* **REQUIRED ACTION**
For the material that follows, return exactly the lines from the one with "const shape = rows" through the one with "[25,543,35,1100,0,1099,0,544]", both ends included.

*** Opening of SUPPLIED ENTRIES ***

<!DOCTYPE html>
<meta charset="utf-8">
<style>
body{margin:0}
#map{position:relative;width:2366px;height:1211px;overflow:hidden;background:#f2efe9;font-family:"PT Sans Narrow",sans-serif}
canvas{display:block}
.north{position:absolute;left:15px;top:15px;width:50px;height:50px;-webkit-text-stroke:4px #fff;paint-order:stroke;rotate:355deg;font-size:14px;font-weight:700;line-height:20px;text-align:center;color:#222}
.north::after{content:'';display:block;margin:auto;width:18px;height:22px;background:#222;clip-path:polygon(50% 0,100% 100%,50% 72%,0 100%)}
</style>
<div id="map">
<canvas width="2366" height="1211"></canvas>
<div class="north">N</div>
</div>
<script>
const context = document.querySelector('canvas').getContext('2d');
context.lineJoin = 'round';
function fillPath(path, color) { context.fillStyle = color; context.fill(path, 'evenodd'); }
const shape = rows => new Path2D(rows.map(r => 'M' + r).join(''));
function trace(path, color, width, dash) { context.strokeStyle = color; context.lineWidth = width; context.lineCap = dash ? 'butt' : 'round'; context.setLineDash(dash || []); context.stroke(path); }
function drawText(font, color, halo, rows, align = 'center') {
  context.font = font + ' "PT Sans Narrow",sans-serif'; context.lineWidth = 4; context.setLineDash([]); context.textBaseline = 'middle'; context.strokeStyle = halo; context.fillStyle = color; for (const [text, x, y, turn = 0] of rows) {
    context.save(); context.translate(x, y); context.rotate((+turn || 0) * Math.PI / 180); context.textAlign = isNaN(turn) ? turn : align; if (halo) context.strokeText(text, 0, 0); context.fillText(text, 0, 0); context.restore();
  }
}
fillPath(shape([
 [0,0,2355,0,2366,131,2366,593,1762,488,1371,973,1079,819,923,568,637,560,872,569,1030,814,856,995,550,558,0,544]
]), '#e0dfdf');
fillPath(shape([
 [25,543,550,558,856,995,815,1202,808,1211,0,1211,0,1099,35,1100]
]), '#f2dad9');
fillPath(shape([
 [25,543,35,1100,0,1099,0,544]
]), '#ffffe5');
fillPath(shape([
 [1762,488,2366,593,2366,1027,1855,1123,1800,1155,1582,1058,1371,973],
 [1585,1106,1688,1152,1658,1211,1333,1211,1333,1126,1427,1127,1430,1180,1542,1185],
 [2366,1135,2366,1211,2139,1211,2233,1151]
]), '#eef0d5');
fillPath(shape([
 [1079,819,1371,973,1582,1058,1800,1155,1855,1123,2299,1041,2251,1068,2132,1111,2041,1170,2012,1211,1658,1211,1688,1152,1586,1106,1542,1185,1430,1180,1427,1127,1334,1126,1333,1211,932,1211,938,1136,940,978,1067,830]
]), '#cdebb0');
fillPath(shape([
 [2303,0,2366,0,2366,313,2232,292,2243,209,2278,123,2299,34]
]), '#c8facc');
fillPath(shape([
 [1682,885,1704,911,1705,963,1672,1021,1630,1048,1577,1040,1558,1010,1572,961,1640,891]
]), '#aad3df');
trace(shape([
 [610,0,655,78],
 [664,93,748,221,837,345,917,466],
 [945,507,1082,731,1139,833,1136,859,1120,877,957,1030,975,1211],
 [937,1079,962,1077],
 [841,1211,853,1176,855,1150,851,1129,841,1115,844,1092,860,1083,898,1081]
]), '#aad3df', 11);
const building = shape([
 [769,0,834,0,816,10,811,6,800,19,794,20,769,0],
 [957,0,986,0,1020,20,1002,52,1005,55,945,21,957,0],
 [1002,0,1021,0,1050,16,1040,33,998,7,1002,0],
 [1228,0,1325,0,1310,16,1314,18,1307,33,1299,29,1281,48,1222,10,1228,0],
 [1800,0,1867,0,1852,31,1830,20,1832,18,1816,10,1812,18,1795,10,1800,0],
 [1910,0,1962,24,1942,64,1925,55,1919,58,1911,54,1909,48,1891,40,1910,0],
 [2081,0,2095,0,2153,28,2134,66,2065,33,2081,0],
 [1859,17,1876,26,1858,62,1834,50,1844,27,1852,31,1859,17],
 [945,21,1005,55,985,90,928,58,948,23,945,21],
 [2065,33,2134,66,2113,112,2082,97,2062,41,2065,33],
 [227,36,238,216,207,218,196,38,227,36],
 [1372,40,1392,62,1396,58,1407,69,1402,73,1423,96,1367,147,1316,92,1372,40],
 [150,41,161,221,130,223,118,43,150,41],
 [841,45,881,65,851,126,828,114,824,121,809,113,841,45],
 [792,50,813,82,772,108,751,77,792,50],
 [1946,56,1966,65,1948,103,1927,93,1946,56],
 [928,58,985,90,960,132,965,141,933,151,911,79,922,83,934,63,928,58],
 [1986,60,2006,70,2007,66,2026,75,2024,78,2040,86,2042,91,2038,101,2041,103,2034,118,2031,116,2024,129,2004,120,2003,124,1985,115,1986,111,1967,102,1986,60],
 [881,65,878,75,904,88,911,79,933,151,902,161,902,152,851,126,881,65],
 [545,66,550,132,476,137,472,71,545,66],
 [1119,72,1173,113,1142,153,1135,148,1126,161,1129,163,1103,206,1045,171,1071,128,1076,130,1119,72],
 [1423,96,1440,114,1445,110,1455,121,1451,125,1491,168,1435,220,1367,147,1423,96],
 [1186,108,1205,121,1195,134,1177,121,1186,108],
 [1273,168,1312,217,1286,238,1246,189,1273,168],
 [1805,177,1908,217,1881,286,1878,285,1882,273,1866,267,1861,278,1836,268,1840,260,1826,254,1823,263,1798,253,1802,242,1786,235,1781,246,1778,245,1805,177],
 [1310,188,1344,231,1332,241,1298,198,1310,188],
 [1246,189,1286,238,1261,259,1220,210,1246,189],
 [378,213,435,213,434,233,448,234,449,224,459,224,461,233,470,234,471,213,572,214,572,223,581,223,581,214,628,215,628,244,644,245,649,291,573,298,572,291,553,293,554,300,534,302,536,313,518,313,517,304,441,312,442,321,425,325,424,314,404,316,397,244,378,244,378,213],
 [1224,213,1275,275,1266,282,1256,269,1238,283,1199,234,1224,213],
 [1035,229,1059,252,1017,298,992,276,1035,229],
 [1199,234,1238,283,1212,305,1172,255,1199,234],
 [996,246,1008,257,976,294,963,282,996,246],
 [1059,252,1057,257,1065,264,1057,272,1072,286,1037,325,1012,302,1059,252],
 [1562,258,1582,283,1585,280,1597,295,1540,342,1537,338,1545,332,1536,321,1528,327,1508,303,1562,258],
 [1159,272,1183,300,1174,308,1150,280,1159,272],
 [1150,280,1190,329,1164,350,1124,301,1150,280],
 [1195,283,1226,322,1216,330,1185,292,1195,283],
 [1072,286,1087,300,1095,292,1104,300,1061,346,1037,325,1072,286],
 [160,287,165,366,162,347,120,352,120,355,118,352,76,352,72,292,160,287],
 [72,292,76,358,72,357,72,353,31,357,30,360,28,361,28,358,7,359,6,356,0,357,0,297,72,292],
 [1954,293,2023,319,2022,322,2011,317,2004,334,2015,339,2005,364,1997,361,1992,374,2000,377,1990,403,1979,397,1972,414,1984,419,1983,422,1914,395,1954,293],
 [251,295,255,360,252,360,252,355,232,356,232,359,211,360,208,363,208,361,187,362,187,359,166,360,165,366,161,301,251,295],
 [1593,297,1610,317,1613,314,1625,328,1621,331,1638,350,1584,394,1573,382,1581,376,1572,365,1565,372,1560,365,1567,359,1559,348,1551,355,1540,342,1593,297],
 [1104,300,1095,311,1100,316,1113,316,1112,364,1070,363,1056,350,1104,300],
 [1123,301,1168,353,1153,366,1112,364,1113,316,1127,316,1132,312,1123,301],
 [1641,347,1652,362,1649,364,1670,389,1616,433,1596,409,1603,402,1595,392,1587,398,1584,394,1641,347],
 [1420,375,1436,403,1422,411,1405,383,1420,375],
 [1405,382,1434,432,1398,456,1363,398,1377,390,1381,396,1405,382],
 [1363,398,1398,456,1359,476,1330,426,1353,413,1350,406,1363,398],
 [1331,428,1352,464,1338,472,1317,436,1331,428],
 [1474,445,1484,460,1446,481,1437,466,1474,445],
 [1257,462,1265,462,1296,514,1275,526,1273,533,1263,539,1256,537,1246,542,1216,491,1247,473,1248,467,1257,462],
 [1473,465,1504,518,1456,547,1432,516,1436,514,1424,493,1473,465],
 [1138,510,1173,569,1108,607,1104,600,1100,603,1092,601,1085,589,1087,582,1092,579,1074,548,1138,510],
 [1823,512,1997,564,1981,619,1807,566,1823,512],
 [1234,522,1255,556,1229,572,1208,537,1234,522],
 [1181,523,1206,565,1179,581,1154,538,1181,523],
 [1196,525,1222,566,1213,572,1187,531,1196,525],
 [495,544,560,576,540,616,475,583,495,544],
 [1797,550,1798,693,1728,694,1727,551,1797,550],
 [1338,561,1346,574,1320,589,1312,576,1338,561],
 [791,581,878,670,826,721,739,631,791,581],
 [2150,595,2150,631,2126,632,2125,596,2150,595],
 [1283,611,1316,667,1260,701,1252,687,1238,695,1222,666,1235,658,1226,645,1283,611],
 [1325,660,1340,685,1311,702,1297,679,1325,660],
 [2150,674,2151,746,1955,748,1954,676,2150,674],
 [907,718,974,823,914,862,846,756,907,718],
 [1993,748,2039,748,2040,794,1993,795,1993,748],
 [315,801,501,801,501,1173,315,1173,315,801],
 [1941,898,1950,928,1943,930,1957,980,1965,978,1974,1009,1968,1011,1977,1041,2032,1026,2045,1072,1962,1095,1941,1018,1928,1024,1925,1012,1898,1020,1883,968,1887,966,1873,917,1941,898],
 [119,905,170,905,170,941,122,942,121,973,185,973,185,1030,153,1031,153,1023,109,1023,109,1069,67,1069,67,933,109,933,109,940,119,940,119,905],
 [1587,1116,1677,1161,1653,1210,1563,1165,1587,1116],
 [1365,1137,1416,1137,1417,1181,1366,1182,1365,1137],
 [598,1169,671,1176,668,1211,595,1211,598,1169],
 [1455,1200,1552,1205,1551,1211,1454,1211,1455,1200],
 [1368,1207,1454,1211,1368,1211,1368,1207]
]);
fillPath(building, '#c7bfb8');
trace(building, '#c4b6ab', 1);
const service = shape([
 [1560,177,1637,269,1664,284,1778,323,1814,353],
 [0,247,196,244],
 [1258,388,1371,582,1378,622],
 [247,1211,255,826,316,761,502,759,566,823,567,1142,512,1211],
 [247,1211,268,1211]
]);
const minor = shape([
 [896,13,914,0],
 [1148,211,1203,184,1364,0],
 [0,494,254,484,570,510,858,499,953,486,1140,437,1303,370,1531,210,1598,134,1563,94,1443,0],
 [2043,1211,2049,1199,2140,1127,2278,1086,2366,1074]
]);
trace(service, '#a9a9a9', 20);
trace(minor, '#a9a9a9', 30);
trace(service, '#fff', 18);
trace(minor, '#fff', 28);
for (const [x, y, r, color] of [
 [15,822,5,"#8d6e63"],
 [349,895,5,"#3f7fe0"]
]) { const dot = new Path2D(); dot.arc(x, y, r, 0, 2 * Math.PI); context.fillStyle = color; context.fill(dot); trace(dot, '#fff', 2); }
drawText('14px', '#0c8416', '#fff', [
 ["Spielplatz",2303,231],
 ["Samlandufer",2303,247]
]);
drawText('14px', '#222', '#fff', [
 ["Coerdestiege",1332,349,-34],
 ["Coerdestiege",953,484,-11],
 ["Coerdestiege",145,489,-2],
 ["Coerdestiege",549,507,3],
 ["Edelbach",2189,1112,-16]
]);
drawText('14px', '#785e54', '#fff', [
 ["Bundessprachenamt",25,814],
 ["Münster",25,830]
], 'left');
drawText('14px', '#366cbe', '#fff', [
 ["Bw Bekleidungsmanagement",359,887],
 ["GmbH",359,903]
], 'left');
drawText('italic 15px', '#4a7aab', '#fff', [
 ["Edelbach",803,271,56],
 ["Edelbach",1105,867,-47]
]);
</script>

*** Close of SUPPLIED ENTRIES ***

* **EXERCISE OUTPUT**
const shape = rows => new Path2D(rows.map(r => 'M' + r).join(''));
function trace(path, color, width, dash) { context.strokeStyle = color; context.lineWidth = width; context.lineCap = dash ? 'butt' : 'round'; context.setLineDash(dash || []); context.stroke(path); }
function drawText(font, color, halo, rows, align = 'center') {
  context.font = font + ' "PT Sans Narrow",sans-serif'; context.lineWidth = 4; context.setLineDash([]); context.textBaseline = 'middle'; context.strokeStyle = halo; context.fillStyle = color; for (const [text, x, y, turn = 0] of rows) {
    context.save(); context.translate(x, y); context.rotate((+turn || 0) * Math.PI / 180); context.textAlign = isNaN(turn) ? turn : align; if (halo) context.strokeText(text, 0, 0); context.fillText(text, 0, 0); context.restore();
  }
}
fillPath(shape([
 [0,0,2355,0,2366,131,2366,593,1762,488,1371,973,1079,819,923,568,637,560,872,569,1030,814,856,995,550,558,0,544]
]), '#e0dfdf');
fillPath(shape([
 [25,543,550,558,856,995,815,1202,808,1211,0,1211,0,1099,35,1100]
]), '#f2dad9');
fillPath(shape([
 [25,543,35,1100,0,1099,0,544]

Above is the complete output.